------ Source material ------
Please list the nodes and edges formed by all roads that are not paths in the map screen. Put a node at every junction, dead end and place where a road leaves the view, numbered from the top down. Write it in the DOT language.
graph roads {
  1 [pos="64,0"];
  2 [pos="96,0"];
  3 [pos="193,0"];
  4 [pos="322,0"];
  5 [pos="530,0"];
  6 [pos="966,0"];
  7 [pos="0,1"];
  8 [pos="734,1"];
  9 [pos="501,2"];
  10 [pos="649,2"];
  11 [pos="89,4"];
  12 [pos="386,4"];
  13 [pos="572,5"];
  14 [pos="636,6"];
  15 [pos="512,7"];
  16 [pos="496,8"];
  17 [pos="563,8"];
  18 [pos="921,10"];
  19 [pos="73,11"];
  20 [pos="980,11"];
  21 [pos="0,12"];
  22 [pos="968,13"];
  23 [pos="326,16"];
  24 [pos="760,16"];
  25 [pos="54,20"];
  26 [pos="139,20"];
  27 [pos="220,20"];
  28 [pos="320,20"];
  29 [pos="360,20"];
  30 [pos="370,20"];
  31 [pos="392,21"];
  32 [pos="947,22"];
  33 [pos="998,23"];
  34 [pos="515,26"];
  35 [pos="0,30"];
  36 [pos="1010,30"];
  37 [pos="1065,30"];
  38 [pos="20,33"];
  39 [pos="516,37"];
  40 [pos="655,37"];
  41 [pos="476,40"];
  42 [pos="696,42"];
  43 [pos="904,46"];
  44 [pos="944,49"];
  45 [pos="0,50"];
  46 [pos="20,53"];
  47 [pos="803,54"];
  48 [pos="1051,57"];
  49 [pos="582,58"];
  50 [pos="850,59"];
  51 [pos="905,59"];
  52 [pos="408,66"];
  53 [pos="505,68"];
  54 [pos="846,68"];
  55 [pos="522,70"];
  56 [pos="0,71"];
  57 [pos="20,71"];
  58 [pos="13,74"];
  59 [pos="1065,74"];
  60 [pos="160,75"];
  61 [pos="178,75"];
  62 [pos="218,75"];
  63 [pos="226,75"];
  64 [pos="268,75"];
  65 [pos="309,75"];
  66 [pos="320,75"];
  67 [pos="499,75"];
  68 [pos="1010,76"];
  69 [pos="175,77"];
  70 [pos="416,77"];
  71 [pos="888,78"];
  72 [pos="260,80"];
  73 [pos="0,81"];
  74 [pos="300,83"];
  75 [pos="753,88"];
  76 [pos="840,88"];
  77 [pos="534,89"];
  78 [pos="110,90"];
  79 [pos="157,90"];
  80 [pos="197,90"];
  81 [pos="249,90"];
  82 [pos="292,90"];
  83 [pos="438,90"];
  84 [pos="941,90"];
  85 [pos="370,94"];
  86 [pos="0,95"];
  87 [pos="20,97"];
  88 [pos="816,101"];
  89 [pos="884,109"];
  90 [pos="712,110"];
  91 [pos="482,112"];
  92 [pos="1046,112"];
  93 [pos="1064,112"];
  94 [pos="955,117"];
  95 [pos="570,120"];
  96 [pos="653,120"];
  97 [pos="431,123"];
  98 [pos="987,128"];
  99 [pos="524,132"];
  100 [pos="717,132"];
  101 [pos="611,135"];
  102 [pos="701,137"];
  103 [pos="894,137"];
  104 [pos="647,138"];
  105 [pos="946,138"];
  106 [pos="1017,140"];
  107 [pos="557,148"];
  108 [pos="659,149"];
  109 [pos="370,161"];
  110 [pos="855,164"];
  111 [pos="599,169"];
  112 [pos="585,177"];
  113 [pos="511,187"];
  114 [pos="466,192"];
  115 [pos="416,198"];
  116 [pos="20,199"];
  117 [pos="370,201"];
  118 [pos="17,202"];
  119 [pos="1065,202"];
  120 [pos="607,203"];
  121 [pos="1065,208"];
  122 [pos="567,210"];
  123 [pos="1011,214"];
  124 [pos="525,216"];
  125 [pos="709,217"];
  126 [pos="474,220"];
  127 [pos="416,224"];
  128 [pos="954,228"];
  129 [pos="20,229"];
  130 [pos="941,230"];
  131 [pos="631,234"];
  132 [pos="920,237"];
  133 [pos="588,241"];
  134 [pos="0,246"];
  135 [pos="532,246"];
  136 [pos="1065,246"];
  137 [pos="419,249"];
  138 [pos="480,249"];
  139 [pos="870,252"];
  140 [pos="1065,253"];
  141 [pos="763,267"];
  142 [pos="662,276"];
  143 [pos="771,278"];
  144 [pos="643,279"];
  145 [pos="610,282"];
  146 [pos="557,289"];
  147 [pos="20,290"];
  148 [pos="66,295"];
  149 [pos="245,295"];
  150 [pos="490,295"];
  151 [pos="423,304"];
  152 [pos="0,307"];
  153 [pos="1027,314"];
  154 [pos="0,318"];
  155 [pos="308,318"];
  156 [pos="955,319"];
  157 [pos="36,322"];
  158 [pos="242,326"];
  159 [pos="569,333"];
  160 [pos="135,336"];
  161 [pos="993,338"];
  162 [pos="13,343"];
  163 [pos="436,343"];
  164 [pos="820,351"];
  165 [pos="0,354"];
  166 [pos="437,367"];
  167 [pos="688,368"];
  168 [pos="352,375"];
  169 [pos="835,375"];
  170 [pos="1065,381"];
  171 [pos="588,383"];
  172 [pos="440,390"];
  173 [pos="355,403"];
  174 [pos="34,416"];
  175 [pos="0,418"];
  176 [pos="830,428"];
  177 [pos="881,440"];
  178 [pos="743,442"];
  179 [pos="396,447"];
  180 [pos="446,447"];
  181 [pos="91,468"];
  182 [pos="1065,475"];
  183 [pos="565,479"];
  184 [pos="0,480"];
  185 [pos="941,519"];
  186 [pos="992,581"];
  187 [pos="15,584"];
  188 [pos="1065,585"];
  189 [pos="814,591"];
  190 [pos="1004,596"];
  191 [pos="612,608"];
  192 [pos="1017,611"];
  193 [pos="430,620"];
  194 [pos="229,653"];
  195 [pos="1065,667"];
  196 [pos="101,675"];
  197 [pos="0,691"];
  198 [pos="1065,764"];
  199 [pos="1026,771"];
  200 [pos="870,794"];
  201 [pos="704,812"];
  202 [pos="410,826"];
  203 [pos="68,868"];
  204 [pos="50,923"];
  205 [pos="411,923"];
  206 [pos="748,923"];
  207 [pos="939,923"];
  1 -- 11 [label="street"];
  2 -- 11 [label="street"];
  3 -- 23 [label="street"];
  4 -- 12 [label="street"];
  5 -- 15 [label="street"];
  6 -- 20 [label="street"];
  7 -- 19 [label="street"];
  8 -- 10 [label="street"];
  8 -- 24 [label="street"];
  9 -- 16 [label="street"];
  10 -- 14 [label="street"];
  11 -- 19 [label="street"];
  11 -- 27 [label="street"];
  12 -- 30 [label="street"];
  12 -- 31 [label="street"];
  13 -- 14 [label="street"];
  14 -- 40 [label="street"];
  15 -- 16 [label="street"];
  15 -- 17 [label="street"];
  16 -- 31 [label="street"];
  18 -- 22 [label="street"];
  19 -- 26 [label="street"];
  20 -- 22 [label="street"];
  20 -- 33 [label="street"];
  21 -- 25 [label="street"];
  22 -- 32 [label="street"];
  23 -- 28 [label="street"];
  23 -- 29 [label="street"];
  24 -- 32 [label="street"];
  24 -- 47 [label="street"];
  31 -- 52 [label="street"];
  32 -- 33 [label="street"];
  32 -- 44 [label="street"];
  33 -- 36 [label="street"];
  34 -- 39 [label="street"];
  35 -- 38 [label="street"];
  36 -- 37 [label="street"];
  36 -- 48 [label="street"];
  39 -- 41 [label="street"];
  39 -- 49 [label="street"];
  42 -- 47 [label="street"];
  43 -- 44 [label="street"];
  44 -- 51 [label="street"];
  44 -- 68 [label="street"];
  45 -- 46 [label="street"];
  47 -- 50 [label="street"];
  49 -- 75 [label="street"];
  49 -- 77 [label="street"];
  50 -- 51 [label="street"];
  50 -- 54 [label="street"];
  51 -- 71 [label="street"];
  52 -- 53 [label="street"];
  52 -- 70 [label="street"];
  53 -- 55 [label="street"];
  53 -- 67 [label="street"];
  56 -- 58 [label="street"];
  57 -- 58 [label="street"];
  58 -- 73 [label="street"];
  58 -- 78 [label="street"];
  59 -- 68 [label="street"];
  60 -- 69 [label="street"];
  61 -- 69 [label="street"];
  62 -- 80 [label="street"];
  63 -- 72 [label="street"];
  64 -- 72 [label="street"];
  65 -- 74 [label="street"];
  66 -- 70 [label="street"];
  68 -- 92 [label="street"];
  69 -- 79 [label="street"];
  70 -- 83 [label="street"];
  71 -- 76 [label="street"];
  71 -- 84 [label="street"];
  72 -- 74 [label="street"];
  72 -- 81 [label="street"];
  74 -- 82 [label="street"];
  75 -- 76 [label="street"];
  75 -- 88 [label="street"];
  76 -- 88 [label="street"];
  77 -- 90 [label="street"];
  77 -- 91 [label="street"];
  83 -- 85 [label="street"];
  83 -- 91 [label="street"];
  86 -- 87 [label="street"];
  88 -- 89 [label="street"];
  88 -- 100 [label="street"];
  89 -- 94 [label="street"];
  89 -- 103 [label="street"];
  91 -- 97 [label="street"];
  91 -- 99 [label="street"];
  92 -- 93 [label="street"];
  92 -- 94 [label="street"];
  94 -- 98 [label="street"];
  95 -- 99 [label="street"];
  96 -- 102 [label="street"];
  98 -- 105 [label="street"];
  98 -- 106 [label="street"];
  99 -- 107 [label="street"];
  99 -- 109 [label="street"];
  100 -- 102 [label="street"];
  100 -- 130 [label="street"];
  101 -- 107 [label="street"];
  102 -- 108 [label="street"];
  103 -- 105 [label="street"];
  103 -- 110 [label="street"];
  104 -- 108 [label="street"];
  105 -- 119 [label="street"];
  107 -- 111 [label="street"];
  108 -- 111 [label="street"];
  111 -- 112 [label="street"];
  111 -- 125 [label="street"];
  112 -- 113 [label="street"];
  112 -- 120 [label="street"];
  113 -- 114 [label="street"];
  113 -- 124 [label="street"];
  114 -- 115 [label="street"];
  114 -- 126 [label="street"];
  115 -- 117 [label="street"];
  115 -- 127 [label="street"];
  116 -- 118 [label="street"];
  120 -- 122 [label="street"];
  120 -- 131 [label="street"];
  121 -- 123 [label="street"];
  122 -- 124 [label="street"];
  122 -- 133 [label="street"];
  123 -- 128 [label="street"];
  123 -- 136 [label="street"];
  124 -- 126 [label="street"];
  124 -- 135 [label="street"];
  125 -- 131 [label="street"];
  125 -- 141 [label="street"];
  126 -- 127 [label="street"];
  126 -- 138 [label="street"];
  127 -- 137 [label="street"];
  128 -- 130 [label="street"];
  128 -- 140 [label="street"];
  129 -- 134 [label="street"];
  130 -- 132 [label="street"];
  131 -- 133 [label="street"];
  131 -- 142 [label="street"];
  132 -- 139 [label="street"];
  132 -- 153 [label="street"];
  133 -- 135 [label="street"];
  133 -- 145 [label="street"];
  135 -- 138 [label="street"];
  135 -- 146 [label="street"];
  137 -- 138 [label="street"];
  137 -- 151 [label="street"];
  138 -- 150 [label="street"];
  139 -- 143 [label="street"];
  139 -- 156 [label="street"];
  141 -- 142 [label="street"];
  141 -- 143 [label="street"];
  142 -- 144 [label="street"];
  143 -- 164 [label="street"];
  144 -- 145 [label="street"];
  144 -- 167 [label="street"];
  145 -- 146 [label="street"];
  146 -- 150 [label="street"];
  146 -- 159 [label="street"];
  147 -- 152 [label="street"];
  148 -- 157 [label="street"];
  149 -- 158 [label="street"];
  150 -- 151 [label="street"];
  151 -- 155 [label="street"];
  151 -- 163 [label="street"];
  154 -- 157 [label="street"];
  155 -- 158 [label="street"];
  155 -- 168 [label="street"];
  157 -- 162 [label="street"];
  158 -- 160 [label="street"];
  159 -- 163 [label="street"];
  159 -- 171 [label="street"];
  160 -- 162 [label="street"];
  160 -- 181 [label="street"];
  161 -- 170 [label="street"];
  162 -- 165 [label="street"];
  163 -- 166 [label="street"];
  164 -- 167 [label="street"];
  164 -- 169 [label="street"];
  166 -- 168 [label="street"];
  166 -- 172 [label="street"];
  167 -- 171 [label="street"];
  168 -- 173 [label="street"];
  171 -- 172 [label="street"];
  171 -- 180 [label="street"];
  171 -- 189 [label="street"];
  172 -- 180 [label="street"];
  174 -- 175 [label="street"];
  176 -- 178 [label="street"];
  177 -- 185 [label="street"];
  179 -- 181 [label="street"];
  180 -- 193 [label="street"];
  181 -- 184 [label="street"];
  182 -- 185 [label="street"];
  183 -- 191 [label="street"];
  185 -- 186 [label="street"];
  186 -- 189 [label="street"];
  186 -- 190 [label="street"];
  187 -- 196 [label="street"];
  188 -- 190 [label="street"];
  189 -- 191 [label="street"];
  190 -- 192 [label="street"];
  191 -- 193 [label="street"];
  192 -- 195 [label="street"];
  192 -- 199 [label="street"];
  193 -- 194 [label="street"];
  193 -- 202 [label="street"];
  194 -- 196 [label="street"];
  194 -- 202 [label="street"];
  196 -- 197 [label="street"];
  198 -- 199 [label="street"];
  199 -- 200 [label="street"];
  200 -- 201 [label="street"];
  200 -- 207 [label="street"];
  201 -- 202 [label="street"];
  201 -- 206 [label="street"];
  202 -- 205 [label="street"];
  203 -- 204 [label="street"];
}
------
• What you will do: Your answer should be a single number, the count of lines in the listing that contain "roads".

• Task result: 2